It wasn’t all textbooks that he read though, despite being loaded up with them when he left. He had read a short story about some Muggles, and far from the general portrayal of them as slow and stupid, this author had dealt with them in a rather flattering way. Without being Muggle-born though, he couldn’t comment on how accurate it was, but it made a good story, dealing with several technologies that K.K. had never heard of. It was about a Muggle woman, living in a big city, which reminded him of Zarathustra, only larger, who was running around, doing errands, and meeting and talking to other people in her neighborhood.
However, just before he reached the ending of the story, when she was about to conclude matters with a potential love interest, Apollo had dragged him out to visit other shops. They picked up textbooks, including Transfiguration 9 and For the Love of Mercy Make Sure You Made These Correctly before Drinking Them: Secondary School Potions, which certainly from the title promised to be an interesting read. They quickly cut through the bustle, there were probably about a hundred or so teenaged wizards hanging around the shops, and entered the Potion Ingredients store, named somewhat cryptically The Depository.
It was a rather large shop, with no shelves, merely a front counter and two walls, in front of which hovered hundreds upon hundreds of glass bottles. They presented their lists for the coming semester, and without moving, the plump witch behind the desk raised her wand, and called several bottles from their spot in front of the wall. She would then pop off the lid with long fingernails, scoop the contents out on a little spoon (which K.K. suspected was a human bone, but didn’t mention), and drop them unceremoniously into little boxes, which she then placed in crates for the two to carry out with them.
From there, they wandered around the island, having bought maps from the surly witch at the small building they passed through when first stepping onto the island. Naturally, they still got lost many times, as the ‘I’ was composed mostly of small meandering paths cutting through deep forests. The sounds were muted, and so they were essentially walking around in silence, but there were benches on which people sat and talked every so often, so it certainly wasn’t isolated. There were also many paths that ended up at one of the large glass buildings, which were closed by large metal locks.
It didn’t take them long, however, to cut to the centre of the island, where stood a large glass dome, raised from the ground seemingly like a large telescope. It rose as a cylinder for perhaps twenty metres, before breaking into a huge glass dome, which was now spread outwards like a flower. The glass, like all buildings, was not reflective, but could not be seen through, sort of twisting and bending the light that fell into it to provide a clean slate, no matter how close the viewer was.
“Great Hall,” said Apollo, reading off the map. The map crumpled, uncrumpled, and began to talk.
“Yeah, idiot, that’s what I say, that’s what it is.
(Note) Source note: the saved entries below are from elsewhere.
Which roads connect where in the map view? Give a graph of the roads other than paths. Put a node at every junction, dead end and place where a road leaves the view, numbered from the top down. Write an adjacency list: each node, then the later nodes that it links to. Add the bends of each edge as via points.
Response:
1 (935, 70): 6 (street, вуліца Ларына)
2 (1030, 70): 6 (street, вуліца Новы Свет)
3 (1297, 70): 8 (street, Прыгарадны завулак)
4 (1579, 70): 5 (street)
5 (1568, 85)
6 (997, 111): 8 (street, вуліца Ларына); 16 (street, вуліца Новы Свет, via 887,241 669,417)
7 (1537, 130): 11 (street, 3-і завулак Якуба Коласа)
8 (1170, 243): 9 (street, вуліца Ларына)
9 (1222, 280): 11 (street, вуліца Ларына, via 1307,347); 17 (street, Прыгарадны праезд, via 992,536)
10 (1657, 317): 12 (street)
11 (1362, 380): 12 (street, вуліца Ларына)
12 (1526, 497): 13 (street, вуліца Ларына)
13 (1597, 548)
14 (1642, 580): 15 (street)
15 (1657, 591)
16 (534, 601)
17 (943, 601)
Huge building, the first one constructed on the island. Inside it there'’ something like four tiers, each of which are set up with tables for the houses. All sorts of information is posted on the walls in there, pretty amazing when you see it. Meals, parties, assemblies, all happen in there.” It let out an audible sigh, and rested back in Apollo’s hand.
“Wonder if it’s reacting to what we’re saying, or just programmed to act like that,” asked Apollo, curious as always into how things ‘worked’.
The map jumped up again in his hand, and made one of the most indignant noises either of the boys had ever heard. “Of course I can think! And you think it’s fun being a map, being folded up and carried around by people… hell, half the time I want to change what I say and make you sort it out for yourself.”
K.K. gave a bemused look to Apollo, and turned to the map. “Are you… always like this?”
“Always! I’m a bloody map, what do you expect! Oh, for heaven’s sake.” The map then leapt out of Apollo’s hand, fell onto the ground, and spontaneously caught fire. K.K. was first off the mark, grabbing his wand and spraying water out of it, but as soon as the liquid touched the parchment, it exploded, sending a malicious chuckle into the late afternoon air.
K.K. hissed in vexation, and turned to Apollo. “Well, now what?”
Apollo shrugged at him. “I suppose we pick a path and walk, in any direction except this one. We’ll come to the lake eventually, and we follow that around. I’m guessing we have about three of four hours of daylight left, shouldn’t be too hard to make it back to the ferry before dark.”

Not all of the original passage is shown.